The default state of networking equipment highlights this focus on external protection and internal open communication. Firewalls are placed at the organizational borders and default to a secure operational mode, allowing no communication until configured to do so. The default operational mode for routers and switches placed internal to an organization is to accommodate communication and forward all traffic, which often results in minimal security configuration and renders them targets for malicious attacks. If an attack is launched at Layer 2 on an internal campus device, the rest of the network can be quickly compromised, often without detection.

Many security features are available for switches and routers, but they must be enabled to be effective. As with Layer 3, where security had to be tightened on devices within the campus as malicious activity increased, security measures must now be taken to guard against malicious activity at Layer 2. A new security focus centers on attacks launched by maliciously leveraging normal Layer 2 switch operations. Security features exist to protect switches and Layer 2 operations but, as with access control lists (ACLs) for upper-layer security, a policy must be established and appropriate features configured to protect against potential malicious acts while maintaining daily network operations.


8.1.2 Describing Unauthorized Access by Rogue Devices

Rogue access comes in several forms. For example, because unauthorized rogue access points are inexpensive and readily available, employees sometimes plug them into existing LANs and build ad hoc wireless networks without IT department knowledge or consent. These rogue access points can be a serious breach of network security because they can be plugged into a network port behind the corporate firewall. Employees generally do not enable any security settings on the rogue access point, so it is easy for unauthorized users to use the access point to intercept network traffic and hijack client sessions.

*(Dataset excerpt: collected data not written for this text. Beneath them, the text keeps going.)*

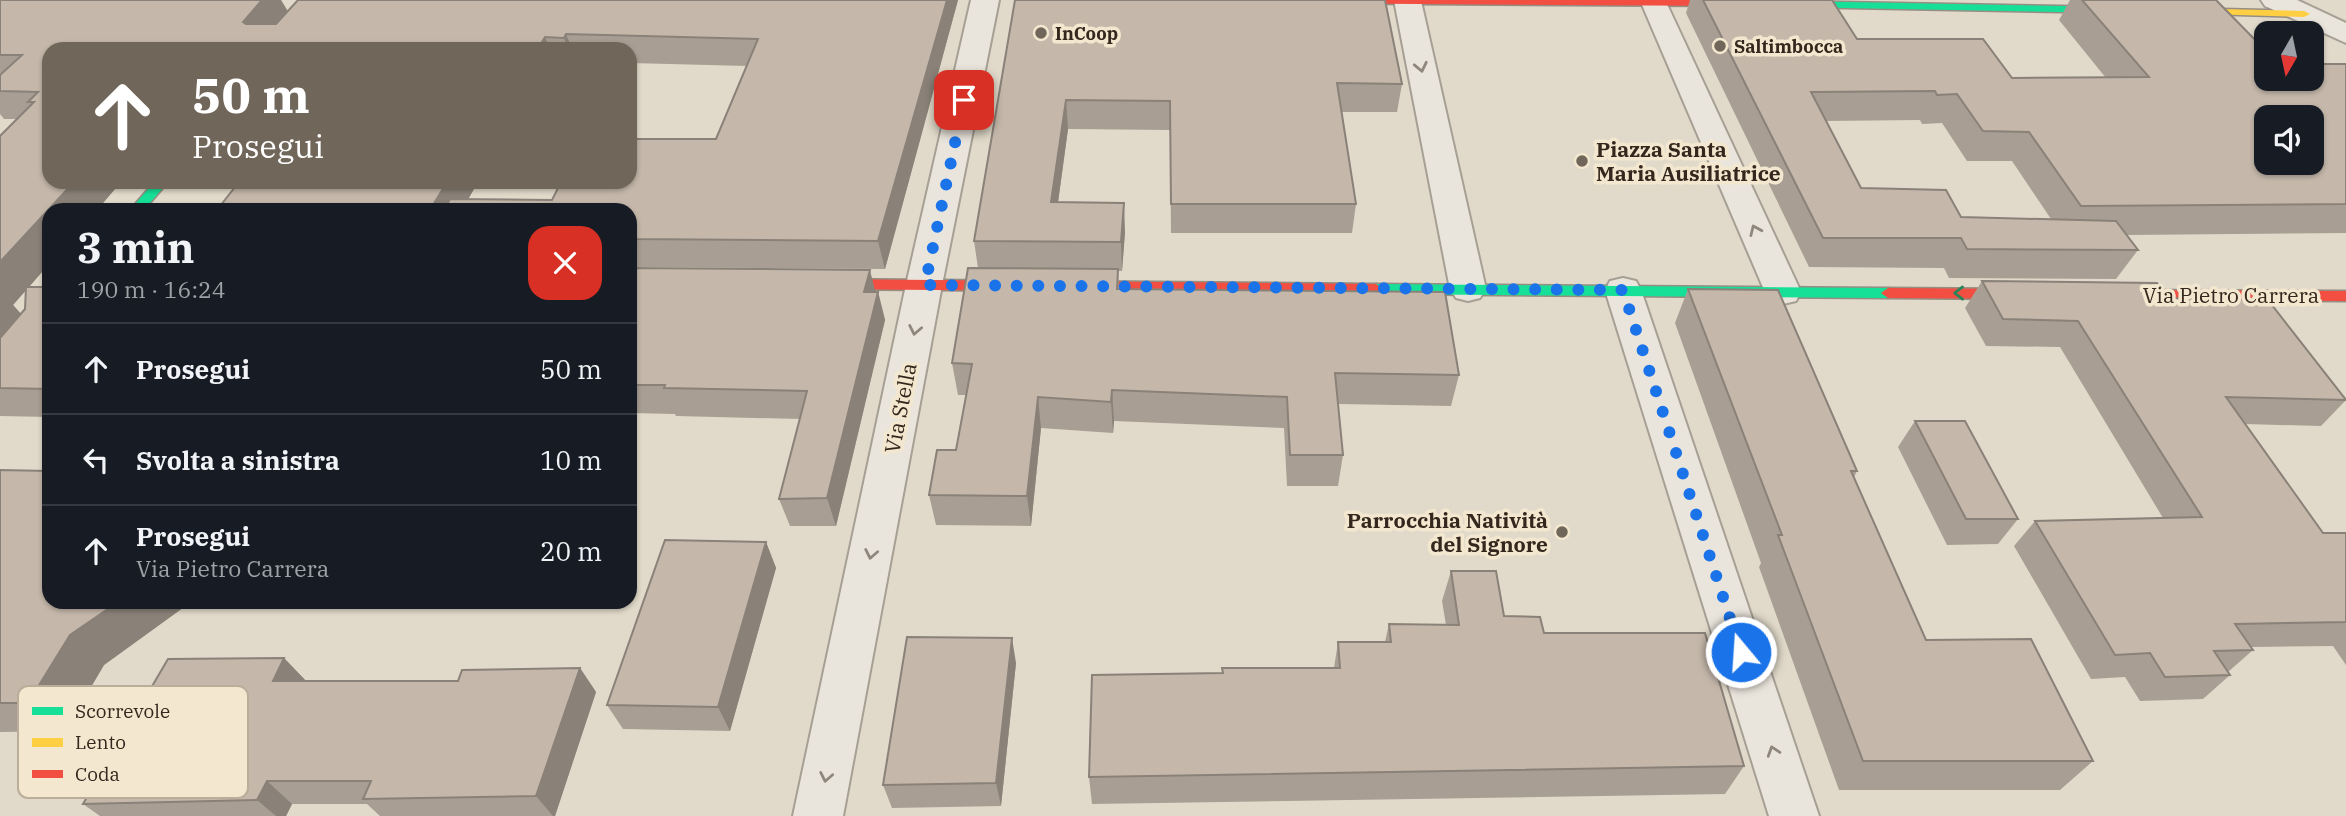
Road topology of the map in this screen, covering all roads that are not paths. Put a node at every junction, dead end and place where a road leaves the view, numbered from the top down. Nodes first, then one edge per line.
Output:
1 (985, 0) edge
2 (1272, 0) edge
3 (2275, 0) edge
4 (1376, 1) edge
5 (1407, 1) edge
6 (1524, 1) edge
7 (1651, 2) junction
8 (2138, 11) edge
9 (2165, 11) edge
10 (2304, 14) junction
11 (2346, 34) edge
12 (155, 189) edge
13 (143, 203) edge
14 (804, 284) edge
15 (925, 285) junction
16 (1468, 289) junction
17 (1783, 292) junction
18 (2042, 294) edge
19 (2097, 294) edge
20 (2346, 296) edge
21 (1628, 307) junction
22 (818, 816) edge
23 (1794, 816) edge

1 - 15 street, Via Stella
2 - 4 street
3 - 10 street
4 - 5 street
5 - 6 street
5 -> 16 street
6 - 7 street
7 - 8 street
17 -> 7 street
9 - 10 street
10 - 11 street
12 - 13 street
14 - 15 street
15 - 16 street
15 -> 22 street, Via Stella
16 - 21 street
18 -> 17 street
17 - 21 street
19 - 20 street, Via Pietro Carrera
23 -> 21 street

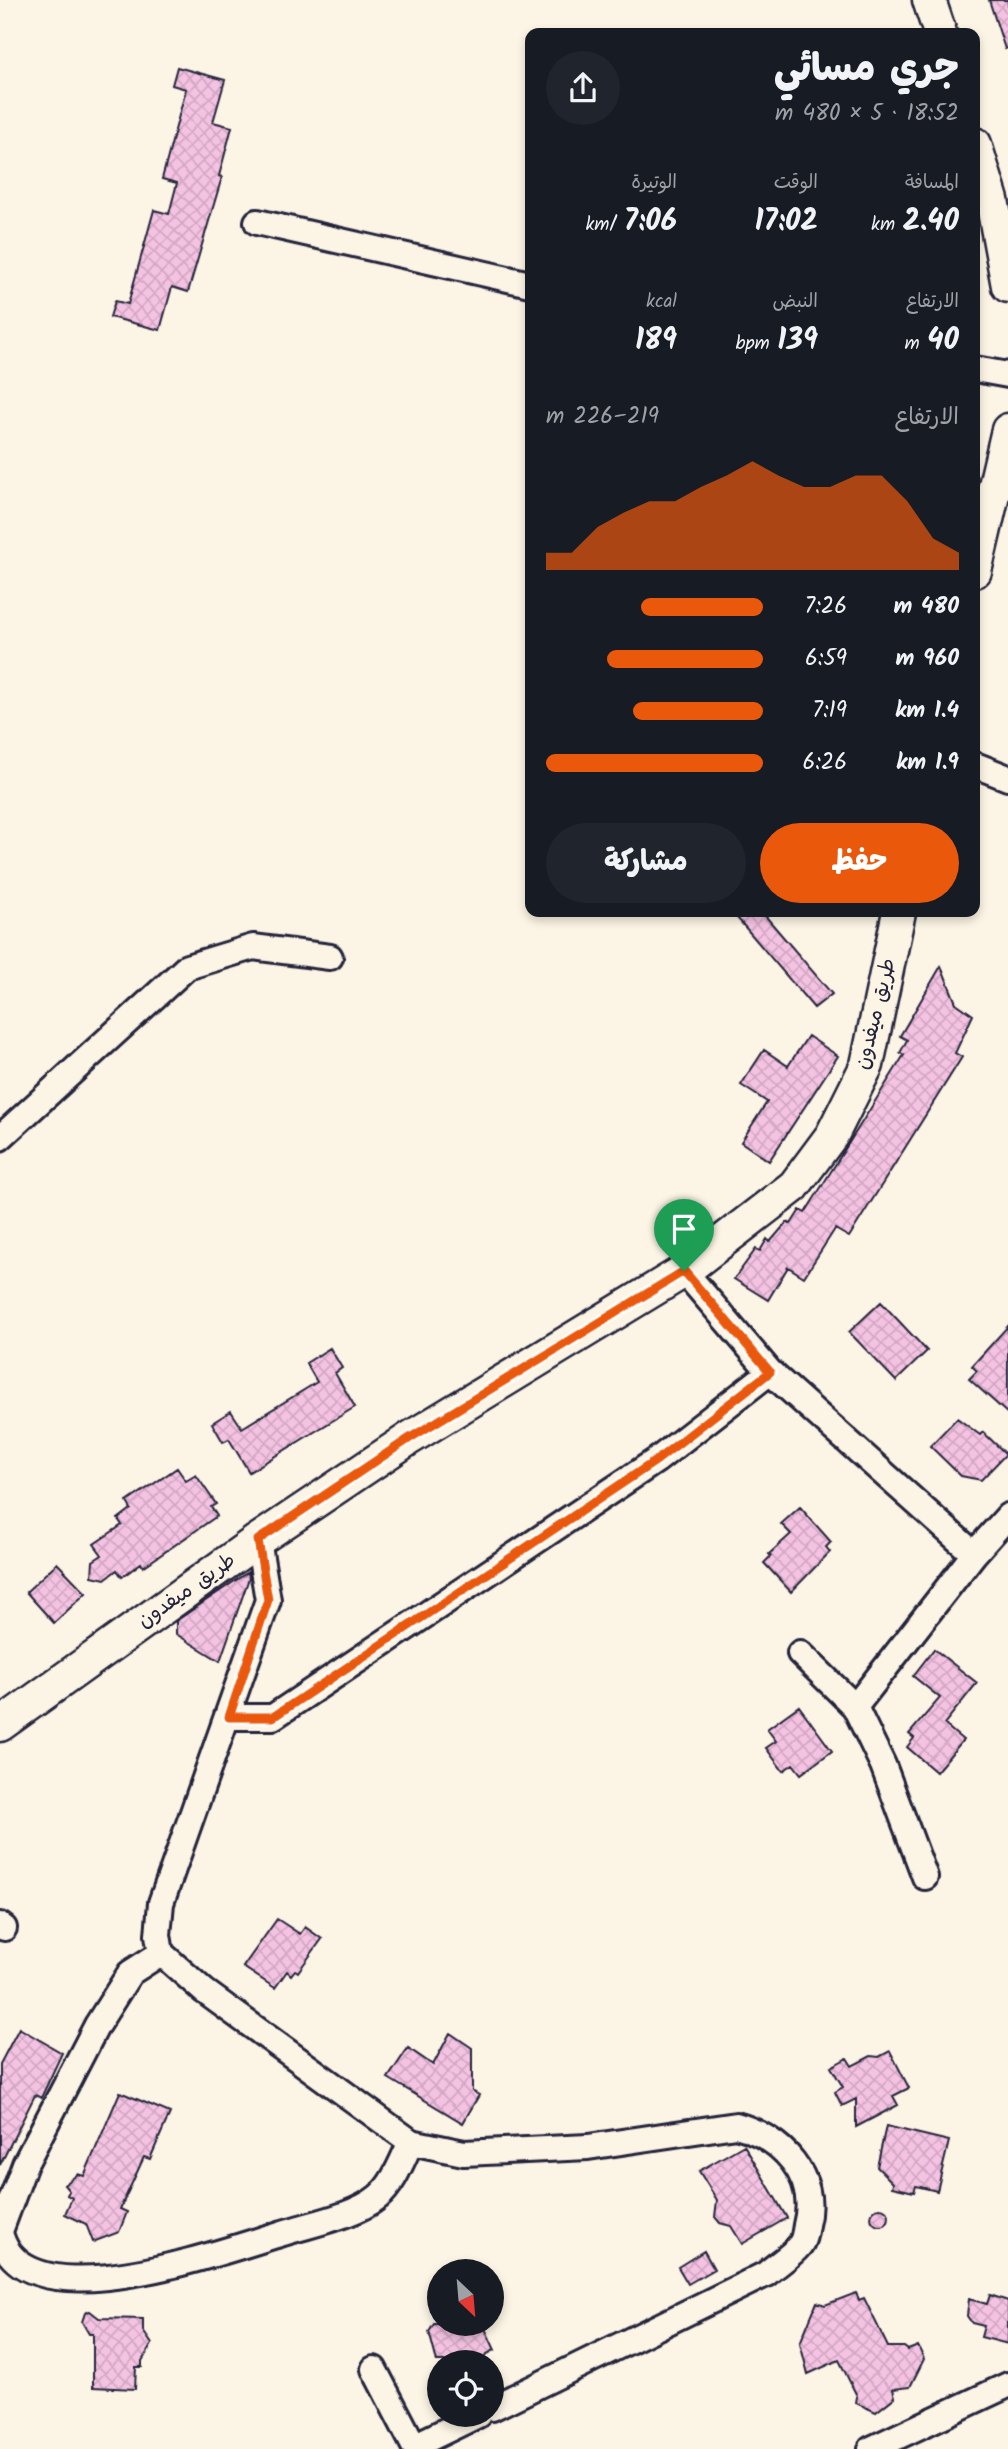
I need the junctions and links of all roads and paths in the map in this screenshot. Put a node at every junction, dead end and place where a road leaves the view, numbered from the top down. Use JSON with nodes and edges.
{"nodes":[{"id":1,"x":929,"y":0,"type":"edge"},
{"id":2,"x":938,"y":28,"type":"edge"},
{"id":3,"x":980,"y":157,"type":"edge"},
{"id":4,"x":1000,"y":208,"type":"edge"},
{"id":5,"x":257,"y":222,"type":"dead end"},
{"id":6,"x":525,"y":283,"type":"edge"},
{"id":7,"x":1008,"y":286,"type":"edge"},
{"id":8,"x":980,"y":370,"type":"edge"},
{"id":9,"x":1008,"y":375,"type":"edge"},
{"id":10,"x":1008,"y":430,"type":"edge"},
{"id":11,"x":980,"y":550,"type":"edge"},
{"id":12,"x":980,"y":767,"type":"edge"},
{"id":13,"x":1008,"y":778,"type":"edge"},
{"id":14,"x":898,"y":917,"type":"edge"},
{"id":15,"x":330,"y":957,"type":"dead end"},
{"id":16,"x":0,"y":1138,"type":"edge"},
{"id":17,"x":684,"y":1271,"type":"junction"},
{"id":18,"x":770,"y":1372,"type":"junction"},
{"id":19,"x":1008,"y":1516,"type":"edge"},
{"id":20,"x":258,"y":1540,"type":"junction"},
{"id":21,"x":974,"y":1554,"type":"junction"},
{"id":22,"x":800,"y":1653,"type":"dead end"},
{"id":23,"x":855,"y":1707,"type":"junction"},
{"id":24,"x":229,"y":1717,"type":"junction"},
{"id":25,"x":0,"y":1725,"type":"edge"},
{"id":26,"x":925,"y":1877,"type":"dead end"},
{"id":27,"x":161,"y":1954,"type":"junction"},
{"id":28,"x":411,"y":2142,"type":"junction"},
{"id":29,"x":0,"y":2231,"type":"edge"},
{"id":30,"x":374,"y":2369,"type":"dead end"},
{"id":31,"x":1008,"y":2385,"type":"edge"},
{"id":32,"x":504,"y":2402,"type":"edge"},
{"id":33,"x":455,"y":2427,"type":"edge"},
{"id":34,"x":415,"y":2448,"type":"edge"},
{"id":35,"x":871,"y":2449,"type":"edge"}],
"edges":[{"from":1,"to":2,"type":"main road"},
{"from":3,"to":4,"type":"main road"},
{"from":4,"to":7,"type":"main road"},
{"from":5,"to":6,"type":"street"},
{"from":8,"to":9,"type":"street"},
{"from":10,"to":11,"type":"main road"},
{"from":12,"to":13,"type":"street"},
{"from":14,"to":17,"type":"main road","name":"طريق ميفدون"},
{"from":15,"to":16,"type":"street"},
{"from":17,"to":18,"type":"street"},
{"from":17,"to":20,"type":"main road","name":"طريق ميفدون"},
{"from":18,"to":21,"type":"street"},
{"from":18,"to":24,"type":"street"},
{"from":19,"to":21,"type":"street"},
{"from":20,"to":24,"type":"street"},
{"from":20,"to":25,"type":"main road","name":"طريق ميفدون"},
{"from":21,"to":23,"type":"street"},
{"from":22,"to":23,"type":"street"},
{"from":23,"to":26,"type":"street"},
{"from":24,"to":27,"type":"street"},
{"from":27,"to":28,"type":"street"},
{"from":27,"to":29,"type":"street"},
{"from":28,"to":29,"type":"street"},
{"from":28,"to":32,"type":"street"},
{"from":30,"to":34,"type":"street"},
{"from":31,"to":35,"type":"street"},
{"from":33,"to":34,"type":"street"}]}
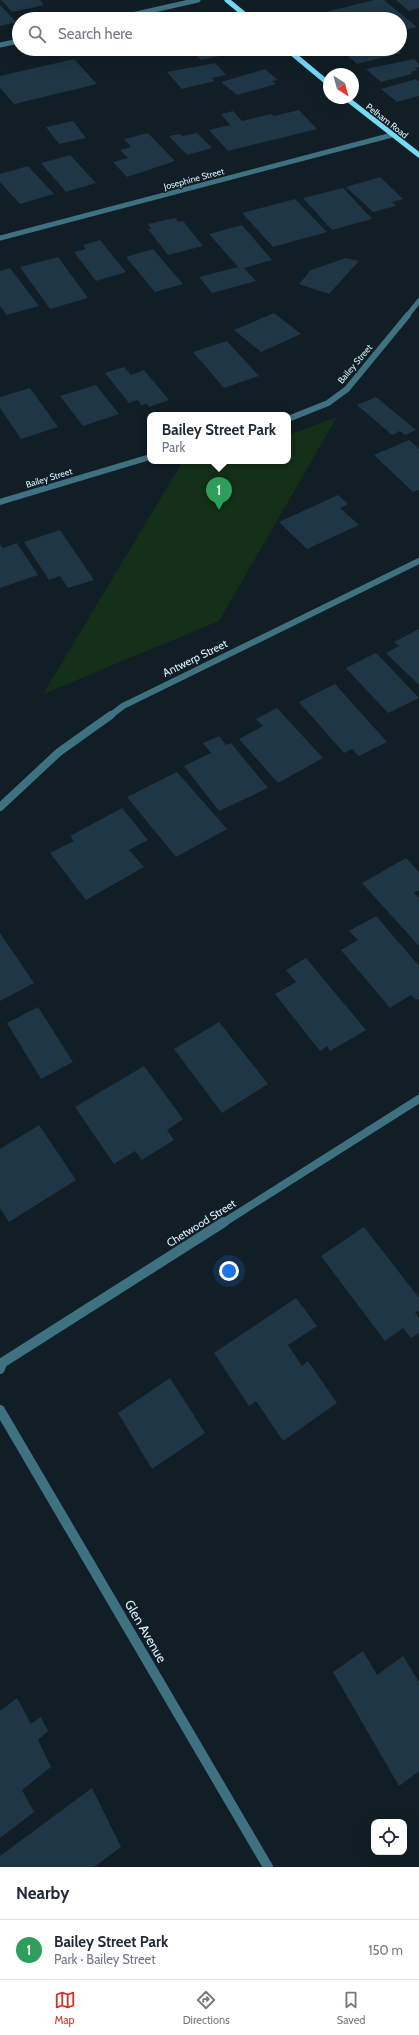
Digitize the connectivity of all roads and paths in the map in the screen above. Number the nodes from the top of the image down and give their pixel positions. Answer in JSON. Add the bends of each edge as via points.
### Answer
{"nodes":[{"id":1,"x":198,"y":0,"type":"edge"},
{"id":2,"x":227,"y":0,"type":"edge"},
{"id":3,"x":145,"y":12,"type":"edge"},
{"id":4,"x":242,"y":12,"type":"edge"},
{"id":5,"x":12,"y":42,"type":"edge"},
{"id":6,"x":0,"y":45,"type":"edge"},
{"id":7,"x":295,"y":56,"type":"edge"},
{"id":8,"x":323,"y":79,"type":"edge"},
{"id":9,"x":353,"y":104,"type":"edge"},
{"id":10,"x":392,"y":135,"type":"junction"},
{"id":11,"x":419,"y":155,"type":"edge"},
{"id":12,"x":0,"y":238,"type":"edge"},
{"id":13,"x":419,"y":301,"type":"edge"},
{"id":14,"x":291,"y":418,"type":"edge"},
{"id":15,"x":147,"y":458,"type":"edge"},
{"id":16,"x":0,"y":502,"type":"edge"},
{"id":17,"x":419,"y":561,"type":"edge"},
{"id":18,"x":0,"y":806,"type":"edge"},
{"id":19,"x":419,"y":1099,"type":"edge"},
{"id":20,"x":0,"y":1369,"type":"edge"},
{"id":21,"x":0,"y":1410,"type":"edge"},
{"id":22,"x":268,"y":1867,"type":"edge"}],
"edges":[{"from":1,"to":3,"type":"street"},
{"from":2,"to":4,"type":"main road"},
{"from":5,"to":6,"type":"street"},
{"from":7,"to":8,"type":"main road"},
{"from":9,"to":10,"type":"main road","name":"Pelham Road"},
{"from":10,"to":11,"type":"main road","name":"Pelham Road"},
{"from":10,"to":12,"type":"street","name":"Josephine Street"},
{"from":13,"to":14,"type":"street","name":"Bailey Street","via":[[347,388],[328,403]]},
{"from":15,"to":16,"type":"street","name":"Bailey Street"},
{"from":17,"to":18,"type":"street","name":"Antwerp Street","via":[[123,706],[59,752]]},
{"from":19,"to":20,"type":"street","name":"Chetwood Street","via":[[2,1363]]},
{"from":21,"to":22,"type":"street","name":"Glen Avenue"}]}
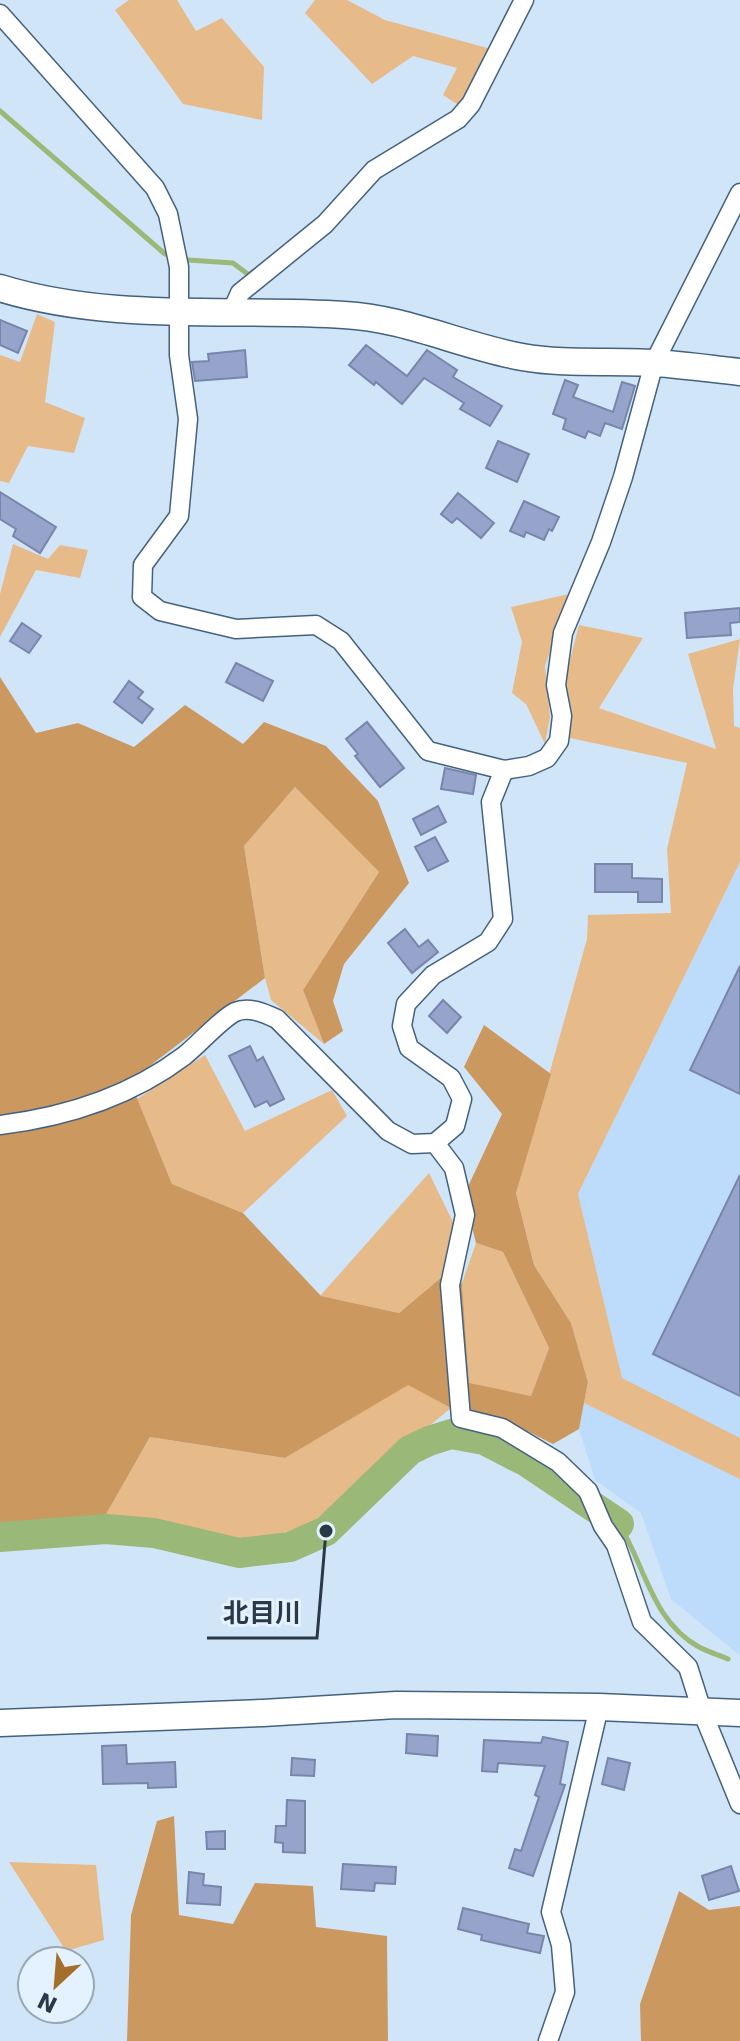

Malicious rogue access points, while much less common than employee-installed ones, present an even greater risk and challenge because they are intentionally hidden from physical and network view. These rogue access points create an unsecured wireless LAN connection that puts the entire wired network at risk.

Another security threat is rogue Layer 2 switches. An attacker with physical access to data cabling attaches a rogue switch that can be used to manipulate Spanning Tree Protocol (STP), hop VLANs, sniff traffic, and so on. This rogue switch can be a workstation with the ability to trunk and participate in other Layer 2 operations.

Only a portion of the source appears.